Work order: Give back the full data character for character.

Exercise materials:
*-*-*

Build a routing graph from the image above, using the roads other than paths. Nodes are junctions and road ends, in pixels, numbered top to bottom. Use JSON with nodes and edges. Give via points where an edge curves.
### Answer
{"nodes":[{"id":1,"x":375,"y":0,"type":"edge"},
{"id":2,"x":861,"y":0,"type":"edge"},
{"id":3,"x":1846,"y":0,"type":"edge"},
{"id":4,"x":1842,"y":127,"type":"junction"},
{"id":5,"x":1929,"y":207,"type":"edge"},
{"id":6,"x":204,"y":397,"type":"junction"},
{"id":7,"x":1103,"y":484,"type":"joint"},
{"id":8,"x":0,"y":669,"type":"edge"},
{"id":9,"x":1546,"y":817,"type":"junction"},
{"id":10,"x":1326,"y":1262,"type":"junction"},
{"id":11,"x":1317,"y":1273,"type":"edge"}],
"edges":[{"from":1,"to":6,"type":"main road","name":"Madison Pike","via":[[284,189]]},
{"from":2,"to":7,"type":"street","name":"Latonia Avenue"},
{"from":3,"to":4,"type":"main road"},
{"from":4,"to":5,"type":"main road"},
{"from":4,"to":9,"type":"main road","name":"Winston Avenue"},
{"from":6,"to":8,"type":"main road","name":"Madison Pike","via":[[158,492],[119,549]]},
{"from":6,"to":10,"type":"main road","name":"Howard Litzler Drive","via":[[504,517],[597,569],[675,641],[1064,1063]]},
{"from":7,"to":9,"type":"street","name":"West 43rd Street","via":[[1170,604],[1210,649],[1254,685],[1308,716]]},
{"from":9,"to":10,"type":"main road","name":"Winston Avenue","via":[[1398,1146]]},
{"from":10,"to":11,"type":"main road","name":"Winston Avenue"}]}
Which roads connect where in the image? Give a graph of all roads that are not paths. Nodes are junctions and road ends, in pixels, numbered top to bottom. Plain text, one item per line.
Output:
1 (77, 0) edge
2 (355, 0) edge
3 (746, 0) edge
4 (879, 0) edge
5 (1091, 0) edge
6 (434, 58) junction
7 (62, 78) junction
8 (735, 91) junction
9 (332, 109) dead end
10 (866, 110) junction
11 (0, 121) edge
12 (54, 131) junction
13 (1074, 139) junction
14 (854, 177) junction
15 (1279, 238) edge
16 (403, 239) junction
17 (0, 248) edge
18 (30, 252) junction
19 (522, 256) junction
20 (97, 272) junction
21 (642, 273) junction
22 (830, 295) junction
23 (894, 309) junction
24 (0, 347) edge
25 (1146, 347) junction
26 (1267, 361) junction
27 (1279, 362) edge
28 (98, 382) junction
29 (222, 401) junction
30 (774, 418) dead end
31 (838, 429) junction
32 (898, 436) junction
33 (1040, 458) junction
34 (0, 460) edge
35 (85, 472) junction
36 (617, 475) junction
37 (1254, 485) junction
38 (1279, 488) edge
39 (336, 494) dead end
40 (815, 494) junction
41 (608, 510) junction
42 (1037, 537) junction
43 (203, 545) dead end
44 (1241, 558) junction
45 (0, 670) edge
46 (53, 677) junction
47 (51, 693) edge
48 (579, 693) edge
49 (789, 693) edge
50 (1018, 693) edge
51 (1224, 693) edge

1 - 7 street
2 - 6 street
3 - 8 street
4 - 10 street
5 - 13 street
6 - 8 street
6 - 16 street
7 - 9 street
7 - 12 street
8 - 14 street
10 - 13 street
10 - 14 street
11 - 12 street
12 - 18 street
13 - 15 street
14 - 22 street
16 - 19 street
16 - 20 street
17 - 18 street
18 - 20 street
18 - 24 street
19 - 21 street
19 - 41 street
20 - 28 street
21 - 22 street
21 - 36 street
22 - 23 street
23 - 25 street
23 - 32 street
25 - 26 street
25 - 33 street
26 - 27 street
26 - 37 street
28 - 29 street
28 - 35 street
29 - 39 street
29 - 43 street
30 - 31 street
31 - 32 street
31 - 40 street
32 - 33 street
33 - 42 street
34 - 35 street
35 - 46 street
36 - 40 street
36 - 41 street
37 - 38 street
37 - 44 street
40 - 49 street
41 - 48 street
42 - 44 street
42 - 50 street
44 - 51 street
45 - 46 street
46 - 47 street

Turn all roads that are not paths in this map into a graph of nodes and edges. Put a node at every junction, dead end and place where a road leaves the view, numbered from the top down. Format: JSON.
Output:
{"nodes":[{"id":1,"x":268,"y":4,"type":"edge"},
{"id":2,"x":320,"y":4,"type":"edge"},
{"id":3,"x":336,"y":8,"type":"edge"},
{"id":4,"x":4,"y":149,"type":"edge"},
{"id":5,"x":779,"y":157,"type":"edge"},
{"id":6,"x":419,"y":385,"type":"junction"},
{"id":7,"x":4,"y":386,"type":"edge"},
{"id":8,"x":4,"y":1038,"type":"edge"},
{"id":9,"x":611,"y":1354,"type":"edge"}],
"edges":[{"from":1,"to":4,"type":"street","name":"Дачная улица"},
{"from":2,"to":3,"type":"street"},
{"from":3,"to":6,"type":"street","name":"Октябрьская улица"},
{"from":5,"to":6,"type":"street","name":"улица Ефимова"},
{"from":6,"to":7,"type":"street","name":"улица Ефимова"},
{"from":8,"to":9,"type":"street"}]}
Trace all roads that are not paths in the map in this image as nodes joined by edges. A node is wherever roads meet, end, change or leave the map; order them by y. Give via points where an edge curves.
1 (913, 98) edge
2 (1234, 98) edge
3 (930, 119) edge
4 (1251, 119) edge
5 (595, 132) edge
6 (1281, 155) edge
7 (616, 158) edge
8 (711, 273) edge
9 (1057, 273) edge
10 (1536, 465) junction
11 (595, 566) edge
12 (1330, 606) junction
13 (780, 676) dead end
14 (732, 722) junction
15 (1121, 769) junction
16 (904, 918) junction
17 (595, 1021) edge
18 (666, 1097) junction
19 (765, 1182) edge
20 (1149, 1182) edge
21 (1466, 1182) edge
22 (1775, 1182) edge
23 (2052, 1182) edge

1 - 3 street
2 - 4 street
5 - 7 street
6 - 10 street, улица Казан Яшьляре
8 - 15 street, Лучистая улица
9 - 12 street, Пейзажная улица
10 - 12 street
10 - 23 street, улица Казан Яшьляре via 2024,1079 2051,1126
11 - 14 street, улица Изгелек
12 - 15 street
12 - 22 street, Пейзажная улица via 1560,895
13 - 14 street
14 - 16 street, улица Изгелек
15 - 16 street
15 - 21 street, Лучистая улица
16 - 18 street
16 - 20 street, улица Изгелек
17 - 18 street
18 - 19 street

*-*-*

Response box:
Build a routing graph from the image above, using the roads other than paths. Nodes are junctions and road ends, in pixels, numbered top to bottom. Use JSON with nodes and edges. Give via points where an edge curves.
### Answer
{"nodes":[{"id":1,"x":375,"y":0,"type":"edge"},
{"id":2,"x":861,"y":0,"type":"edge"},
{"id":3,"x":1846,"y":0,"type":"edge"},
{"id":4,"x":1842,"y":127,"type":"junction"},
{"id":5,"x":1929,"y":207,"type":"edge"},
{"id":6,"x":204,"y":397,"type":"junction"},
{"id":7,"x":1103,"y":484,"type":"joint"},
{"id":8,"x":0,"y":669,"type":"edge"},
{"id":9,"x":1546,"y":817,"type":"junction"},
{"id":10,"x":1326,"y":1262,"type":"junction"},
{"id":11,"x":1317,"y":1273,"type":"edge"}],
"edges":[{"from":1,"to":6,"type":"main road","name":"Madison Pike","via":[[284,189]]},
{"from":2,"to":7,"type":"street","name":"Latonia Avenue"},
{"from":3,"to":4,"type":"main road"},
{"from":4,"to":5,"type":"main road"},
{"from":4,"to":9,"type":"main road","name":"Winston Avenue"},
{"from":6,"to":8,"type":"main road","name":"Madison Pike","via":[[158,492],[119,549]]},
{"from":6,"to":10,"type":"main road","name":"Howard Litzler Drive","via":[[504,517],[597,569],[675,641],[1064,1063]]},
{"from":7,"to":9,"type":"street","name":"West 43rd Street","via":[[1170,604],[1210,649],[1254,685],[1308,716]]},
{"from":9,"to":10,"type":"main road","name":"Winston Avenue","via":[[1398,1146]]},
{"from":10,"to":11,"type":"main road","name":"Winston Avenue"}]}
Which roads connect where in the image? Give a graph of all roads that are not paths. Nodes are junctions and road ends, in pixels, numbered top to bottom. Plain text, one item per line.
Output:
1 (77, 0) edge
2 (355, 0) edge
3 (746, 0) edge
4 (879, 0) edge
5 (1091, 0) edge
6 (434, 58) junction
7 (62, 78) junction
8 (735, 91) junction
9 (332, 109) dead end
10 (866, 110) junction
11 (0, 121) edge
12 (54, 131) junction
13 (1074, 139) junction
14 (854, 177) junction
15 (1279, 238) edge
16 (403, 239) junction
17 (0, 248) edge
18 (30, 252) junction
19 (522, 256) junction
20 (97, 272) junction
21 (642, 273) junction
22 (830, 295) junction
23 (894, 309) junction
24 (0, 347) edge
25 (1146, 347) junction
26 (1267, 361) junction
27 (1279, 362) edge
28 (98, 382) junction
29 (222, 401) junction
30 (774, 418) dead end
31 (838, 429) junction
32 (898, 436) junction
33 (1040, 458) junction
34 (0, 460) edge
35 (85, 472) junction
36 (617, 475) junction
37 (1254, 485) junction
38 (1279, 488) edge
39 (336, 494) dead end
40 (815, 494) junction
41 (608, 510) junction
42 (1037, 537) junction
43 (203, 545) dead end
44 (1241, 558) junction
45 (0, 670) edge
46 (53, 677) junction
47 (51, 693) edge
48 (579, 693) edge
49 (789, 693) edge
50 (1018, 693) edge
51 (1224, 693) edge

1 - 7 street
2 - 6 street
3 - 8 street
4 - 10 street
5 - 13 street
6 - 8 street
6 - 16 street
7 - 9 street
7 - 12 street
8 - 14 street
10 - 13 street
10 - 14 street
11 - 12 street
12 - 18 street
13 - 15 street
14 - 22 street
16 - 19 street
16 - 20 street
17 - 18 street
18 - 20 street
18 - 24 street
19 - 21 street
19 - 41 street
20 - 28 street
21 - 22 street
21 - 36 street
22 - 23 street
23 - 25 street
23 - 32 street
25 - 26 street
25 - 33 street
26 - 27 street
26 - 37 street
28 - 29 street
28 - 35 street
29 - 39 street
29 - 43 street
30 - 31 street
31 - 32 street
31 - 40 street
32 - 33 street
33 - 42 street
34 - 35 street
35 - 46 street
36 - 40 street
36 - 41 street
37 - 38 street
37 - 44 street
40 - 49 street
41 - 48 street
42 - 44 street
42 - 50 street
44 - 51 street
45 - 46 street
46 - 47 street

Turn all roads that are not paths in this map into a graph of nodes and edges. Put a node at every junction, dead end and place where a road leaves the view, numbered from the top down. Format: JSON.
Output:
{"nodes":[{"id":1,"x":268,"y":4,"type":"edge"},
{"id":2,"x":320,"y":4,"type":"edge"},
{"id":3,"x":336,"y":8,"type":"edge"},
{"id":4,"x":4,"y":149,"type":"edge"},
{"id":5,"x":779,"y":157,"type":"edge"},
{"id":6,"x":419,"y":385,"type":"junction"},
{"id":7,"x":4,"y":386,"type":"edge"},
{"id":8,"x":4,"y":1038,"type":"edge"},
{"id":9,"x":611,"y":1354,"type":"edge"}],
"edges":[{"from":1,"to":4,"type":"street","name":"Дачная улица"},
{"from":2,"to":3,"type":"street"},
{"from":3,"to":6,"type":"street","name":"Октябрьская улица"},
{"from":5,"to":6,"type":"street","name":"улица Ефимова"},
{"from":6,"to":7,"type":"street","name":"улица Ефимова"},
{"from":8,"to":9,"type":"street"}]}
Trace all roads that are not paths in the map in this image as nodes joined by edges. A node is wherever roads meet, end, change or leave the map; order them by y. Give via points where an edge curves.
1 (913, 98) edge
2 (1234, 98) edge
3 (930, 119) edge
4 (1251, 119) edge
5 (595, 132) edge
6 (1281, 155) edge
7 (616, 158) edge
8 (711, 273) edge
9 (1057, 273) edge
10 (1536, 465) junction
11 (595, 566) edge
12 (1330, 606) junction
13 (780, 676) dead end
14 (732, 722) junction
15 (1121, 769) junction
16 (904, 918) junction
17 (595, 1021) edge
18 (666, 1097) junction
19 (765, 1182) edge
20 (1149, 1182) edge
21 (1466, 1182) edge
22 (1775, 1182) edge
23 (2052, 1182) edge

1 - 3 street
2 - 4 street
5 - 7 street
6 - 10 street, улица Казан Яшьляре
8 - 15 street, Лучистая улица
9 - 12 street, Пейзажная улица
10 - 12 street
10 - 23 street, улица Казан Яшьляре via 2024,1079 2051,1126
11 - 14 street, улица Изгелек
12 - 15 street
12 - 22 street, Пейзажная улица via 1560,895
13 - 14 street
14 - 16 street, улица Изгелек
15 - 16 street
15 - 21 street, Лучистая улица
16 - 18 street
16 - 20 street, улица Изгелек
17 - 18 street
18 - 19 street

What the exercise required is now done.